Since my surgery, I have been fighting high urine calcium levels. At it’s highest it was 578. (For those not Hypopara and unfamiliar anything over 250 is high. For Hypopara, your doctors try to keep it in around 300)……. Now it was at the highest, when I was taking .5 calcitriol twice a day with calcium through out the day. I also took extra calcium to run runs the way that pushed my body. My levels have come down, but even with being careful they are steadily going back up. I am currently at levels over 350.
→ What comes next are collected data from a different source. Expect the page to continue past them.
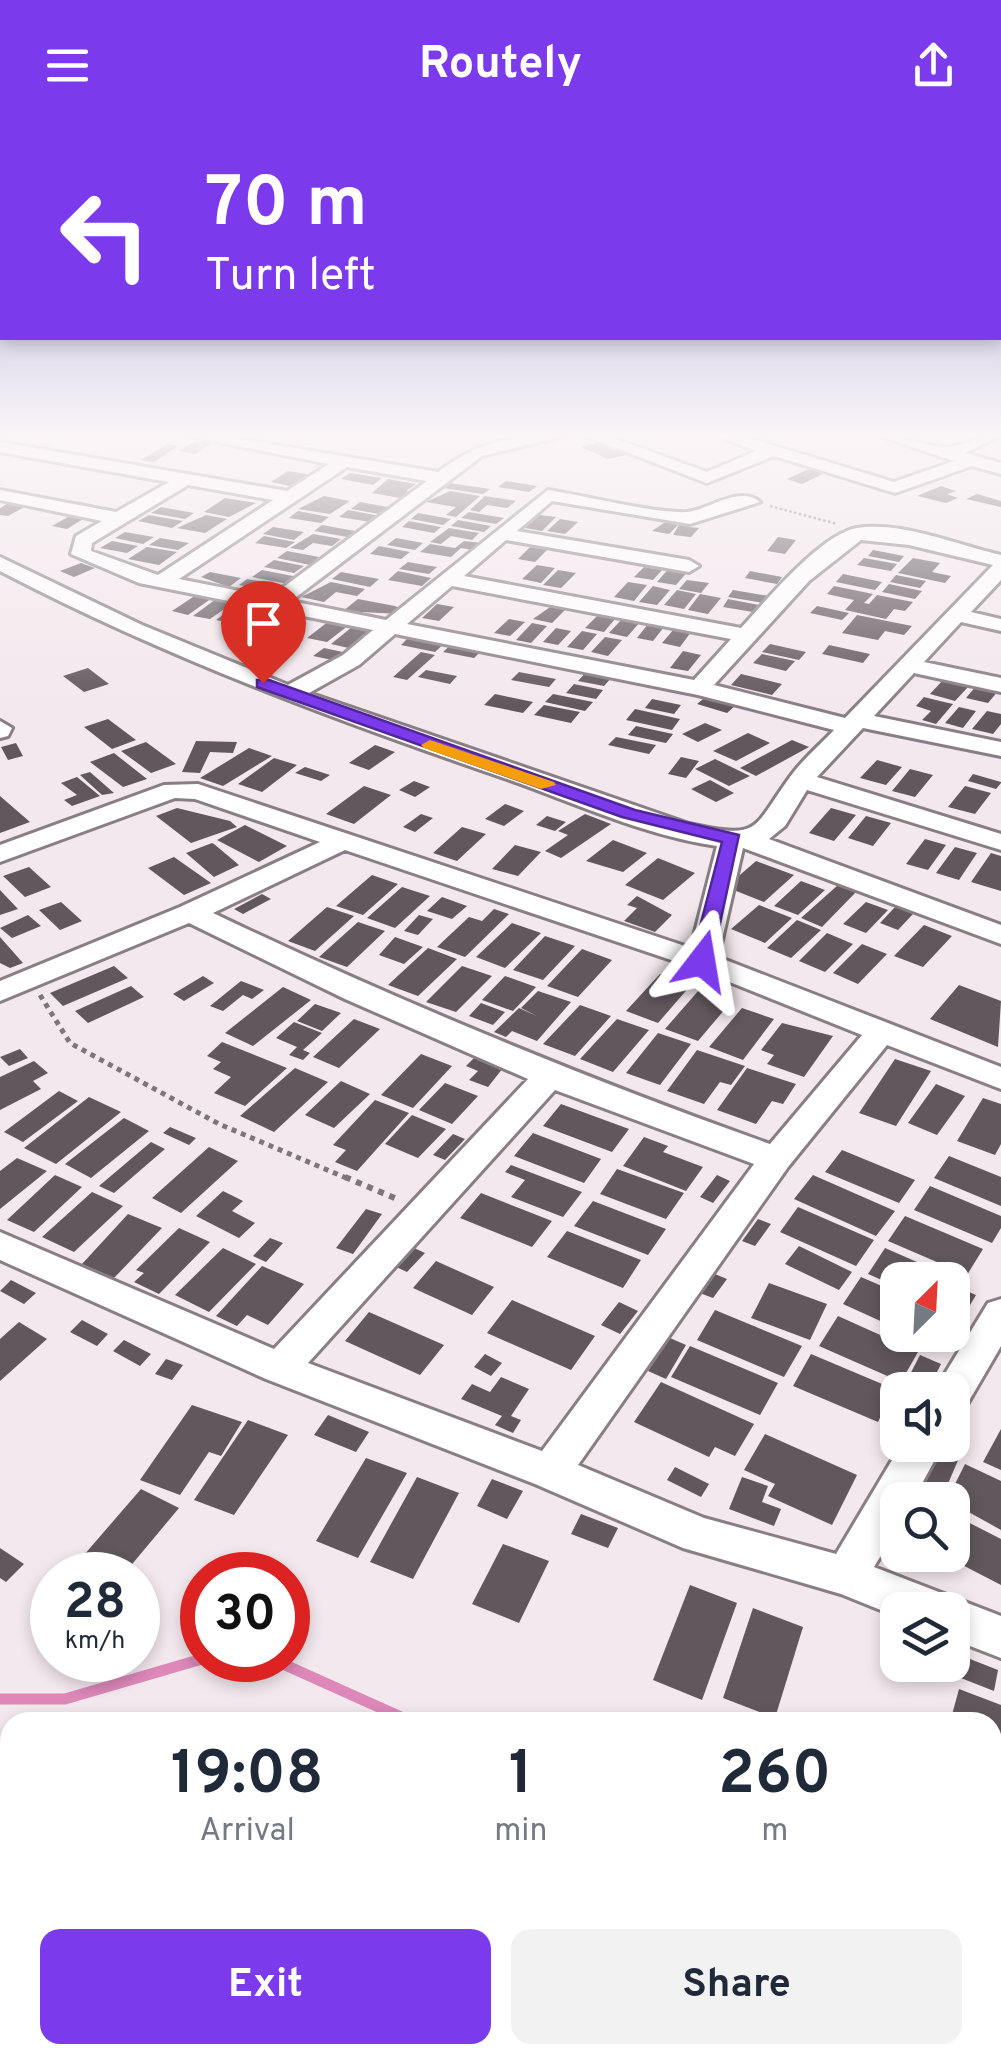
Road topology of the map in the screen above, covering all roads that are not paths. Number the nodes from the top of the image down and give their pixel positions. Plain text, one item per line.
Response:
1 (105, 526) edge
2 (241, 526) edge
3 (378, 526) edge
4 (513, 526) edge
5 (504, 534) junction
6 (0, 563) edge
7 (1001, 564) edge
8 (688, 566) dead end
9 (154, 580) junction
10 (448, 580) junction
11 (62, 595) junction
12 (276, 603) junction
13 (956, 616) junction
14 (1001, 625) edge
15 (389, 626) junction
16 (744, 635) junction
17 (911, 666) junction
18 (1001, 684) edge
19 (700, 688) junction
20 (289, 694) junction
21 (856, 723) junction
22 (1001, 749) edge
23 (800, 780) junction
24 (738, 839) junction
25 (1001, 842) edge
26 (339, 843) junction
27 (0, 854) edge
28 (190, 914) junction
29 (1001, 934) edge
30 (702, 961) junction
31 (0, 992) edge
32 (880, 1034) junction
33 (549, 1076) junction
34 (1001, 1080) edge
35 (776, 1159) junction
36 (0, 1244) edge
37 (1001, 1313) edge
38 (280, 1368) junction
39 (966, 1372) edge
40 (913, 1462) edge
41 (550, 1472) junction
42 (846, 1576) junction
43 (886, 1592) edge
44 (970, 1625) edge
45 (1001, 1637) edge

1 - 9 street
2 - 9 street
3 - 12 street
4 - 5 street
5 - 8 street
5 - 10 street
6 - 11 street
7 - 13 street
7 - 16 street
9 - 11 street
9 - 12 street
10 - 15 street
10 - 16 street
11 - 20 street
12 - 15 street
13 - 14 street
13 - 17 street
15 - 19 street
15 - 20 street
16 - 19 street
17 - 18 street
17 - 21 street
19 - 21 street
20 - 24 street
21 - 22 street
21 - 23 street
23 - 24 street
23 - 25 street
24 - 29 street
24 - 30 street
26 - 27 street
26 - 28 street
26 - 30 street
28 - 31 street
28 - 33 street
30 - 32 street
32 - 34 street
32 - 35 street
33 - 35 street
33 - 38 street
35 - 41 street
36 - 38 street
37 - 39 street
38 - 41 street
40 - 42 street
41 - 42 street
42 - 43 street
44 - 45 street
So what does this mean…… basically these higher levels are hard on my kidney’s. I am lucky that currently I have had no kidney issues; BUT I say this as my kidney functions have moderate loss of function. Not enough that I would notice, but until a PTH (Parathyroid Hormone that regulates calcium & phosphate in body) I will need to continue to take medication to regulate. These help me function like a normal person but also are hard on the kidneys. I am not willing to push my kidneys to the limit to run a pace that matters to no one.

Seriously, who cares about my pace?

For a while after my surgery, I did. I wanted to maintain where I was prior to surgery. I wanted to pretend that the surgery and Hypopara didn’t change me, but the truth of the matter it did. It was also about pride. I wanted to run the paces that I could. No lie, I did enjoy pushing myself. Running a Sub 2 half (prior to surgery). Running 9 minute paces. Being a front of the middle runner.

Guess what?

I am no longer a mid pack runner. I am a back of the pack runner. I am starting in the last wave and in some cases the last corral.

Here is what I’ve come to realize though……

I am starting. I am running…… I am still me. Sometimes you have to swallow your pride. Put it aside and know that it only matters to you. When I was able to put pride aside, I was able to train where I am and not where I wanted to be. I was able to train smart. To listen to my body. To run smarter and not harder. By doing that, I was able to actually do what I wanted to do.

I put pride aside. I made a realistic goal. If I hadn’t made it, I would have been ok. But the fact that I made it shows that I am doing what I need to do. Most of all, I did it by working smarter and not harder.

So what does this mean….

This means more running in my future. I even signed up for a fall race. One that I did previously. The Hat Trick. A 5k & 10K on a Saturday followed by a half on Sunday.

Crazy?

Yes.

Exciting?

You bet…. Can’t wait.

Stay tuned because believe it or not, there is more to talk about regarding the NYC Half. Although this is enough for today.

Fear of Failure

Fear of failure is motivating.

Fear of failure is debilitating.

Fear of failure can push us to hard or not hard enough.

It can make us stand still or push us forward.

The question though is who defines your failures?

Is trying and not succeeding failure or is not trying at all the failure?

It can also make you spread yourself too thin as I mentioned the other day.

But what if fear of failure has more to do more with fear of not. Being perfect.

You know the whole getting in shape befor eyou start going to the gym.

Worrying that you won’t hit a specific pace. That you aren’t what you think you should be.

Fear of failure can keep you from updating your blog because what if you put it out there and you swing and miss.

So yesterday I ran the NYC United Half Marathon. I went inot it fairly trained. I followed my training plan. I didn’t follow it by pace, but by heart rate, feel and distance. I put the miles in. I did what I needed to do to feel like I could “comfortable” run the distance.

I had a thought of what I wanted to run. My A goal was it be under 3 hours. Based on my paces from training, I felt that if I ran a smart race that it was an achievable goal. My B goal was 3:30. If the wheels fell off, just finishing.

I did it…….

I brought my A game.

There is more to this story which I will tell tomorrow.

For now though, I am happy to know that I didn’t let fear stop me from doing what I set out to do. I did it smartly. I did it with hard work. Most of all, I did it with a smile.